What you have to do – Every record below should be retyped exactly, and no picture should appear in the copy.

Data extract –
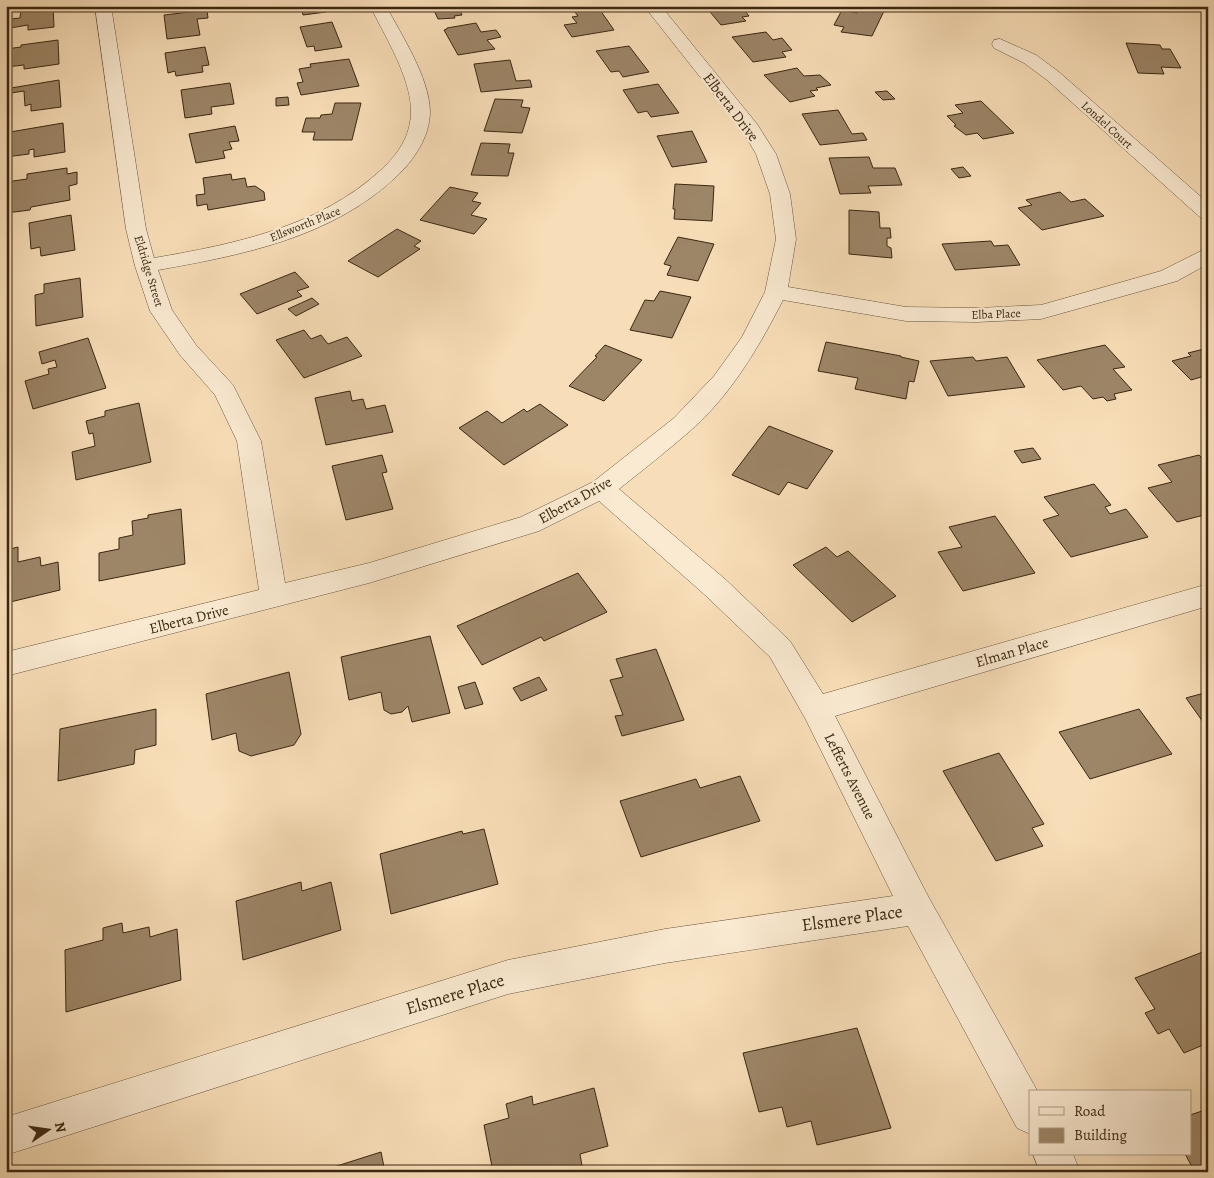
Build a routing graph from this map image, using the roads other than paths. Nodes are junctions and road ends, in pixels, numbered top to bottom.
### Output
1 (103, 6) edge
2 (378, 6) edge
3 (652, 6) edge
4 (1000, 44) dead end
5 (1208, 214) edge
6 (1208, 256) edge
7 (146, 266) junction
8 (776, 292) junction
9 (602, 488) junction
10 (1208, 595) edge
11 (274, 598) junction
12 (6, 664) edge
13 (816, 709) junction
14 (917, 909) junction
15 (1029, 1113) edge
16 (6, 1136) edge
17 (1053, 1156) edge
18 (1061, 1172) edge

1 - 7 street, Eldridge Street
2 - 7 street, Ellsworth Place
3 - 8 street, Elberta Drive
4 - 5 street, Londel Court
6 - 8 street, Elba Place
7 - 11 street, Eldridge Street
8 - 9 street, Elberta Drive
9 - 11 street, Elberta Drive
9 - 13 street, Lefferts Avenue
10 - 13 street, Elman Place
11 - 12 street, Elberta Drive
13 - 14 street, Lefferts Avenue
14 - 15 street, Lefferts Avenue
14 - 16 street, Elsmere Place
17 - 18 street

Worked solution –
Build a routing graph from this map image, using the roads other than paths. Nodes are junctions and road ends, in pixels, numbered top to bottom.
### Output
1 (103, 6) edge
2 (378, 6) edge
3 (652, 6) edge
4 (1000, 44) dead end
5 (1208, 214) edge
6 (1208, 256) edge
7 (146, 266) junction
8 (776, 292) junction
9 (602, 488) junction
10 (1208, 595) edge
11 (274, 598) junction
12 (6, 664) edge
13 (816, 709) junction
14 (917, 909) junction
15 (1029, 1113) edge
16 (6, 1136) edge
17 (1053, 1156) edge
18 (1061, 1172) edge

1 - 7 street, Eldridge Street
2 - 7 street, Ellsworth Place
3 - 8 street, Elberta Drive
4 - 5 street, Londel Court
6 - 8 street, Elba Place
7 - 11 street, Eldridge Street
8 - 9 street, Elberta Drive
9 - 11 street, Elberta Drive
9 - 13 street, Lefferts Avenue
10 - 13 street, Elman Place
11 - 12 street, Elberta Drive
13 - 14 street, Lefferts Avenue
14 - 15 street, Lefferts Avenue
14 - 16 street, Elsmere Place
17 - 18 street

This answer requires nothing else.